Omit the pictures and copy the entries exactly.

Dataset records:
►
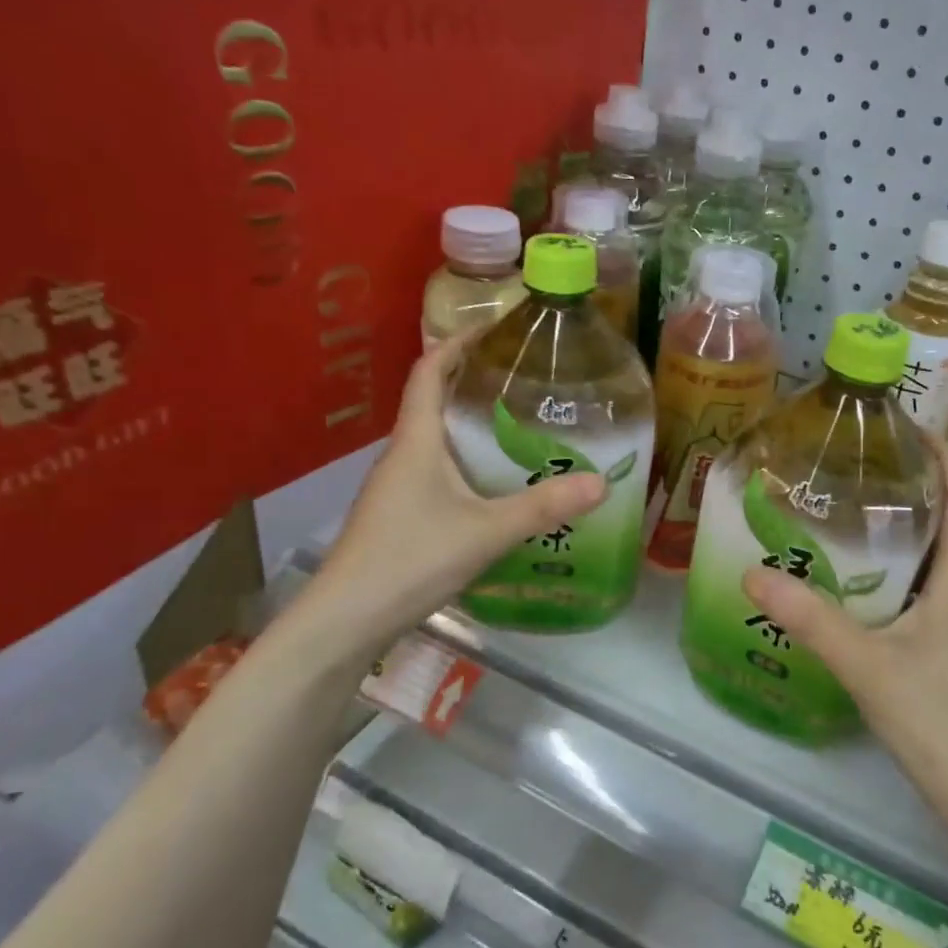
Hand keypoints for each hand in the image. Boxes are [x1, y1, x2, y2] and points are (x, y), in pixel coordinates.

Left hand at [310, 335, 604, 658]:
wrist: (346, 620)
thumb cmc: (409, 559)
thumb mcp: (485, 532)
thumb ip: (543, 507)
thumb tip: (602, 482)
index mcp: (417, 441)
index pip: (429, 371)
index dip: (457, 342)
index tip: (494, 327)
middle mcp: (404, 454)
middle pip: (435, 400)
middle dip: (474, 381)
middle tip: (526, 377)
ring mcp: (398, 487)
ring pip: (438, 439)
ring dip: (472, 423)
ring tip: (522, 424)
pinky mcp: (401, 514)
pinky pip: (439, 470)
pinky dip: (468, 460)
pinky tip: (497, 483)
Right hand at [741, 434, 947, 829]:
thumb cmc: (940, 721)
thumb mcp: (866, 664)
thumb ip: (810, 618)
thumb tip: (752, 570)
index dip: (946, 454)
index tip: (908, 425)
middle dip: (918, 485)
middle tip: (863, 465)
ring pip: (940, 558)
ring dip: (909, 528)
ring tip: (855, 512)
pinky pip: (929, 590)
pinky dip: (901, 569)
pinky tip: (861, 582)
◄
**Exercise output**
Hand keypoints for each hand in the image. Boxes are [x1, y1, x2, y2] and points are (x, y), in pixel coordinates.

Left hand at [310, 335, 604, 658]:
wrist: (346, 620)
thumb cmc: (409, 559)
thumb mcp: (485, 532)
thumb ip: (543, 507)
thumb tip: (602, 482)
index mcp: (417, 441)
index pip: (429, 371)
index dip: (457, 342)
index tip: (494, 327)
middle mcp: (404, 454)
middle pip: (435, 400)
middle dip: (474, 381)
middle tip: (526, 377)
ring mcp: (398, 487)
ring pip: (438, 439)
ring dip: (472, 423)
ring tip: (522, 424)
pinky mcp: (401, 514)
pinky pip: (439, 470)
pinky dip: (468, 460)
pinky tip: (497, 483)
Right hand at [741, 434, 947, 829]:
thumb cmc: (940, 721)
thumb mcp: (866, 664)
thumb ip: (810, 618)
thumb tip: (752, 570)
index dip: (946, 454)
index tip: (908, 425)
middle dip: (918, 485)
middle tip: (863, 465)
ring pip: (940, 558)
ring dip: (909, 528)
ring tip: (855, 512)
pinky pip: (929, 590)
pinky dip: (901, 569)
pinky tip: (861, 582)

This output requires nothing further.